- WORK ORDER
Do not repeat pictures. Repeat exactly the lines of the listing below from its first line through the line with "round_path(ctx, x - e, y".

- SOURCE INFORMATION
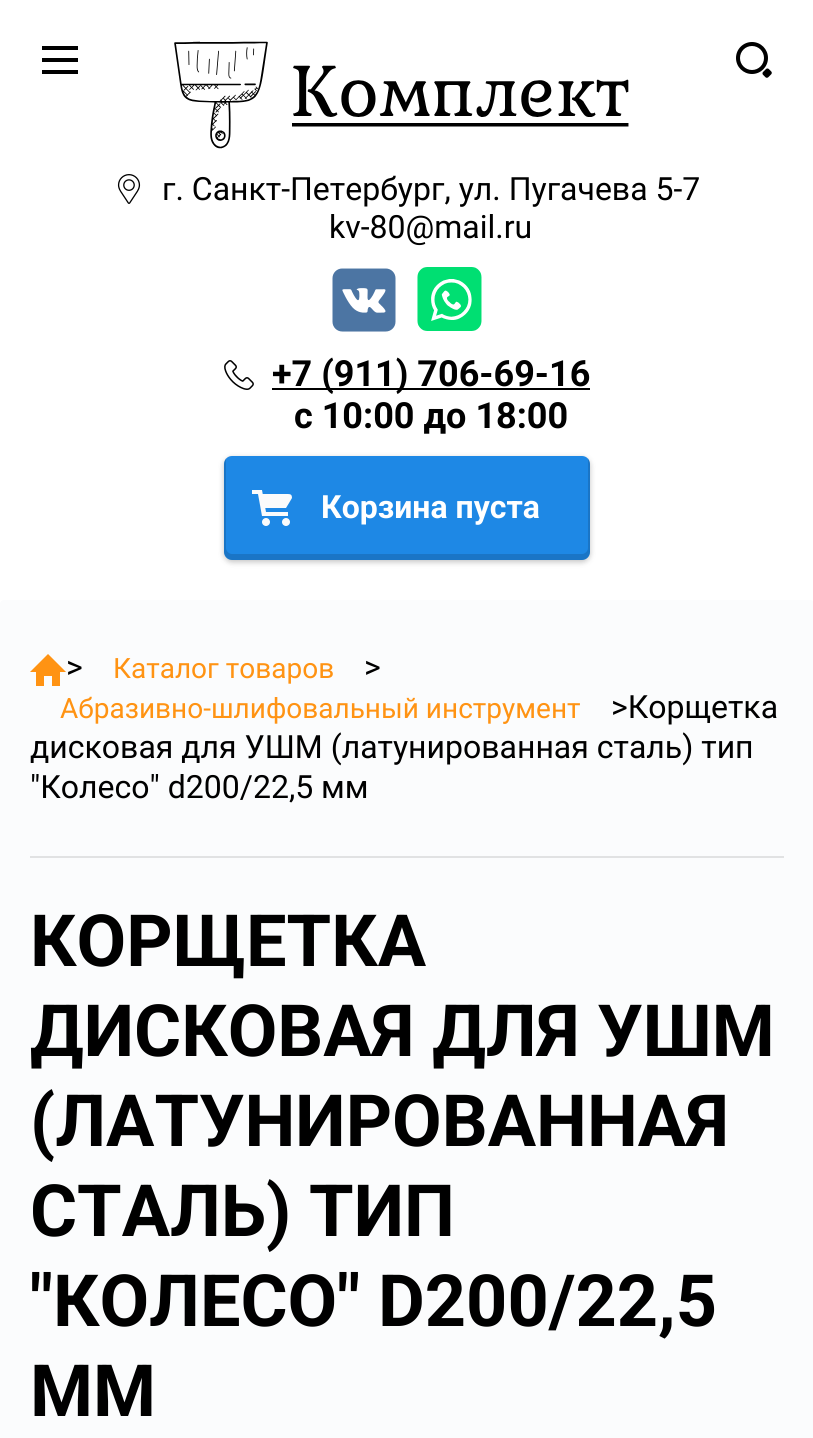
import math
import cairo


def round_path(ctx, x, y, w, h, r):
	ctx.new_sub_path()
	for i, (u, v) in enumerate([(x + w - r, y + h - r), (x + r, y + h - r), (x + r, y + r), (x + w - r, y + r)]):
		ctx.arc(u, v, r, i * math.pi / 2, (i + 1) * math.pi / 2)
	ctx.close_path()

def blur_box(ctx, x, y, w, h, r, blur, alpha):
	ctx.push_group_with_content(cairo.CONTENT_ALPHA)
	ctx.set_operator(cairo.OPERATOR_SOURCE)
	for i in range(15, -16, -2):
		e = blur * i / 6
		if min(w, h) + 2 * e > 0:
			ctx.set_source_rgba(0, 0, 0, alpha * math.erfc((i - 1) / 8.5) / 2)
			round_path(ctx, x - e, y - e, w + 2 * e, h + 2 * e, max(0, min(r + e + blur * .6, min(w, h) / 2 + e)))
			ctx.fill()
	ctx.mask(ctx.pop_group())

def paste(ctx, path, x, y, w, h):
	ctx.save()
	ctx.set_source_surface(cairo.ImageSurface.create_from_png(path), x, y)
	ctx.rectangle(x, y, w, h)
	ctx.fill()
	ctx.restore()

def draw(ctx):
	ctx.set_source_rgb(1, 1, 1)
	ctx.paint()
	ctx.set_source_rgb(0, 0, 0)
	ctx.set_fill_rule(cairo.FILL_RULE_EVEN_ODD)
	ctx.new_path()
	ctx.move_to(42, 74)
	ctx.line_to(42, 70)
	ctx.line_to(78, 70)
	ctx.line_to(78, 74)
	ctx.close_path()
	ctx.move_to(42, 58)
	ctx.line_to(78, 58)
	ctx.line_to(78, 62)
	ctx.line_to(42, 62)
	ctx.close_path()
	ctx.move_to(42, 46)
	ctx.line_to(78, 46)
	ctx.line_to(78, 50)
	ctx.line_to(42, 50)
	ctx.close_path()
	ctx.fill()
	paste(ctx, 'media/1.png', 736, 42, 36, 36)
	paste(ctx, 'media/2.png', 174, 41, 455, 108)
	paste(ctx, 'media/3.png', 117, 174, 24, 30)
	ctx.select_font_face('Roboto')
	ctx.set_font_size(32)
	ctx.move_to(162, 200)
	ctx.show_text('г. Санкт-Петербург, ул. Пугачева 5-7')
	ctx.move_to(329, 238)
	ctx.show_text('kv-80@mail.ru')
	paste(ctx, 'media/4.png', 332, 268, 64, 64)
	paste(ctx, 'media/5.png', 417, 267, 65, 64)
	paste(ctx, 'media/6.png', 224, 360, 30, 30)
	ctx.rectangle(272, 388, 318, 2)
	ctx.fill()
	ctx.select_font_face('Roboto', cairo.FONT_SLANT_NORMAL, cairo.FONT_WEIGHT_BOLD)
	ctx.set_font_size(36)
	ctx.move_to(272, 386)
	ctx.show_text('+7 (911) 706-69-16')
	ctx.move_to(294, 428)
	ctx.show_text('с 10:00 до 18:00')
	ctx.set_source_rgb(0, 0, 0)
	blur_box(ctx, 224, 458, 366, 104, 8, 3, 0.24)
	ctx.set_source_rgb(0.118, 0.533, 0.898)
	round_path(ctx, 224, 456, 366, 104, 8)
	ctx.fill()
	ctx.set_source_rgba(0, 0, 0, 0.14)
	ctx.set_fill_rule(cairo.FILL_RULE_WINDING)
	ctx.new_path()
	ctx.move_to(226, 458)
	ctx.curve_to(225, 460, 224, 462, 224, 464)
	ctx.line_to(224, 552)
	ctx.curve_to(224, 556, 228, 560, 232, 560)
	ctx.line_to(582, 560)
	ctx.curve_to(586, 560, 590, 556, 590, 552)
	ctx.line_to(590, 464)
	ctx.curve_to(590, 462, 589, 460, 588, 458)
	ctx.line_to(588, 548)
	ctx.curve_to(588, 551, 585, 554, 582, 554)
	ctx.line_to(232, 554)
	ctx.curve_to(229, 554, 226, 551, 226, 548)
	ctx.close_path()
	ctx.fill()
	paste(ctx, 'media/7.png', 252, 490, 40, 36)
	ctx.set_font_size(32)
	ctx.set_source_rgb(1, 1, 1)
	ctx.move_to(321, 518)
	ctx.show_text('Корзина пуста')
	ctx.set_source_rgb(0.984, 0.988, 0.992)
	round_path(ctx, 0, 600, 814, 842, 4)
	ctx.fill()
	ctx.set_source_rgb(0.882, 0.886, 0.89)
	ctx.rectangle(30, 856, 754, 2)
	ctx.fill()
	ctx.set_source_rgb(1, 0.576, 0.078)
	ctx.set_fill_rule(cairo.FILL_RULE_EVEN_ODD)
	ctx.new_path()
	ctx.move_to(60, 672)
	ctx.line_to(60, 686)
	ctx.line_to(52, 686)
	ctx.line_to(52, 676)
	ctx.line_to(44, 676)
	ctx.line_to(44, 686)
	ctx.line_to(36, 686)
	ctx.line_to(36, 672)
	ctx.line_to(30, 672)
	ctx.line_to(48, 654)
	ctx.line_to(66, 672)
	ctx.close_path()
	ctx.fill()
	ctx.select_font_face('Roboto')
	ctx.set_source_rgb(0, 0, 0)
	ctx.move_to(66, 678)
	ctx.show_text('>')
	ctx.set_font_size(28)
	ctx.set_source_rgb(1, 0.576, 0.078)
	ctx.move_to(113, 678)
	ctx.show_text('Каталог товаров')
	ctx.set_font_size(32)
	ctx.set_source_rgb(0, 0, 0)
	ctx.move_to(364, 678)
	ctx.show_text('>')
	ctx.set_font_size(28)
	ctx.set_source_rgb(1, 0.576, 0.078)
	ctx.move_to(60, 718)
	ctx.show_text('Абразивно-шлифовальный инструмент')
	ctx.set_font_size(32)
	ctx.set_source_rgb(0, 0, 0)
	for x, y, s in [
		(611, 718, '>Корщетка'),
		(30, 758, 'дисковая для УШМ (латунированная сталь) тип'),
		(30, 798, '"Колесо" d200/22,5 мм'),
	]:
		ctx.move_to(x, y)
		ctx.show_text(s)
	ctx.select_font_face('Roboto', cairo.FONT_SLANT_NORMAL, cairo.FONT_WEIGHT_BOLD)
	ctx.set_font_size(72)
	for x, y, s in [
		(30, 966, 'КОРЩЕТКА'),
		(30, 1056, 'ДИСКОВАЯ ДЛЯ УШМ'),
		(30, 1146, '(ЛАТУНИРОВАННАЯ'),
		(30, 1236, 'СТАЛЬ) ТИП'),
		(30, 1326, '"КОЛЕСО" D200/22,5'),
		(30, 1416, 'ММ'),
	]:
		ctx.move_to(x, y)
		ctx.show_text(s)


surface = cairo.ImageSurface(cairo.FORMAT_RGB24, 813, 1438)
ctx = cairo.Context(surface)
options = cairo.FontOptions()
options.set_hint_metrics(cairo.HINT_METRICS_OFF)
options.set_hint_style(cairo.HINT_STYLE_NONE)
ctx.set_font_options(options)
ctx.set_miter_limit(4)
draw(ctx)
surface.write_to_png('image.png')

- ANSWER SECTION
import math
import cairo


def round_path(ctx, x, y, w, h, r):
	ctx.new_sub_path()
	for i, (u, v) in enumerate([(x + w - r, y + h - r), (x + r, y + h - r), (x + r, y + r), (x + w - r, y + r)]):
		ctx.arc(u, v, r, i * math.pi / 2, (i + 1) * math.pi / 2)
	ctx.close_path()

def blur_box(ctx, x, y, w, h, r, blur, alpha):
	ctx.push_group_with_content(cairo.CONTENT_ALPHA)
	ctx.set_operator(cairo.OPERATOR_SOURCE)
	for i in range(15, -16, -2):
		e = blur * i / 6
		if min(w, h) + 2 * e > 0:
			ctx.set_source_rgba(0, 0, 0, alpha * math.erfc((i - 1) / 8.5) / 2)
			round_path(ctx, x - e, y - e, w + 2 * e, h + 2 * e, max(0, min(r + e + blur * .6, min(w, h) / 2 + e)))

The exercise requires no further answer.